NEW YORK The National Advertising Division of the Council of Better Business Bureaus on Tuesday referred advertising published by Nutraceuticals International for Fucopure to the Federal Trade Commission for further review.

Nutraceuticals declined to participate in an NAD proceeding, following a challenge to its advertising by P.L. Thomas, a competing maker of dietary supplements.

NAD, the advertising industry’s self-regulatory forum, asked the advertiser to provide substantiation for disease claims that tout FucoPure as a “totally new, totally innovative approach to combating obesity, hyperlipidemia and Type II diabetes.”

Under Food and Drug Administration regulations, no dietary supplement can be purported to treat, mitigate or prevent a disease, which would include obesity, hyperlipidemia and diabetes.

NAD also requested substantiation for weight-loss claims that state FucoPure was proven in the “First U.S. human clinical trial to show the ability of a physician strength Fucoxanthin extract to significantly reduce body weight, percent body fat …” and strong superiority and exclusivity claims, including claims that state that FucoPure is “The Only Clinical Strength Fucoxanthin 10% Extract.”
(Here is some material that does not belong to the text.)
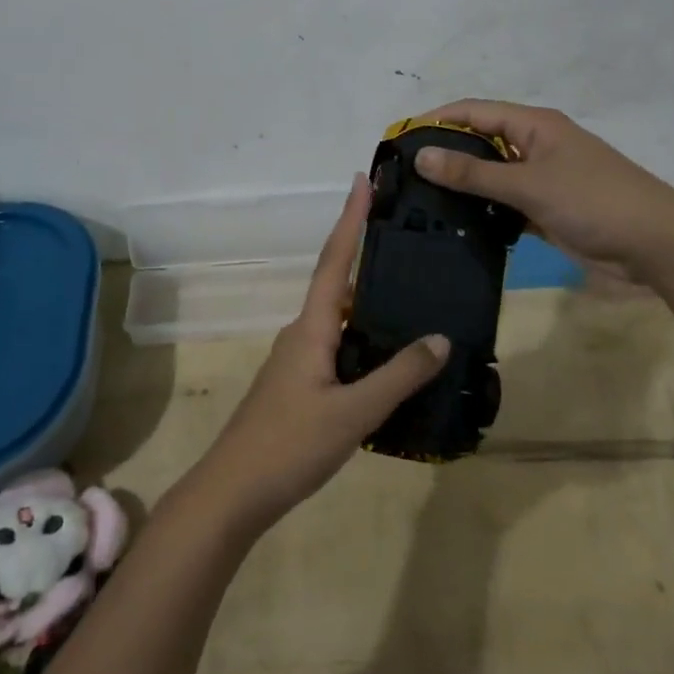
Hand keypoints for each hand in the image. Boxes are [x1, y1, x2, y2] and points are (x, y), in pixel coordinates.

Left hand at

The advertiser failed to respond to NAD’s initial inquiry, but responded through its attorney after receiving NAD’s second letter. At that time, the advertiser, through its attorney, requested an extension as a professional courtesy, which was granted. The advertiser failed to file a response on the agreed upon date, and despite continued outreach from NAD, has refused to participate.

Given the advertiser’s failure to provide a substantive response, pursuant to Section 2.9 of the NAD/NARB Procedures, NAD will refer this matter to the FTC and FDA for possible law enforcement action.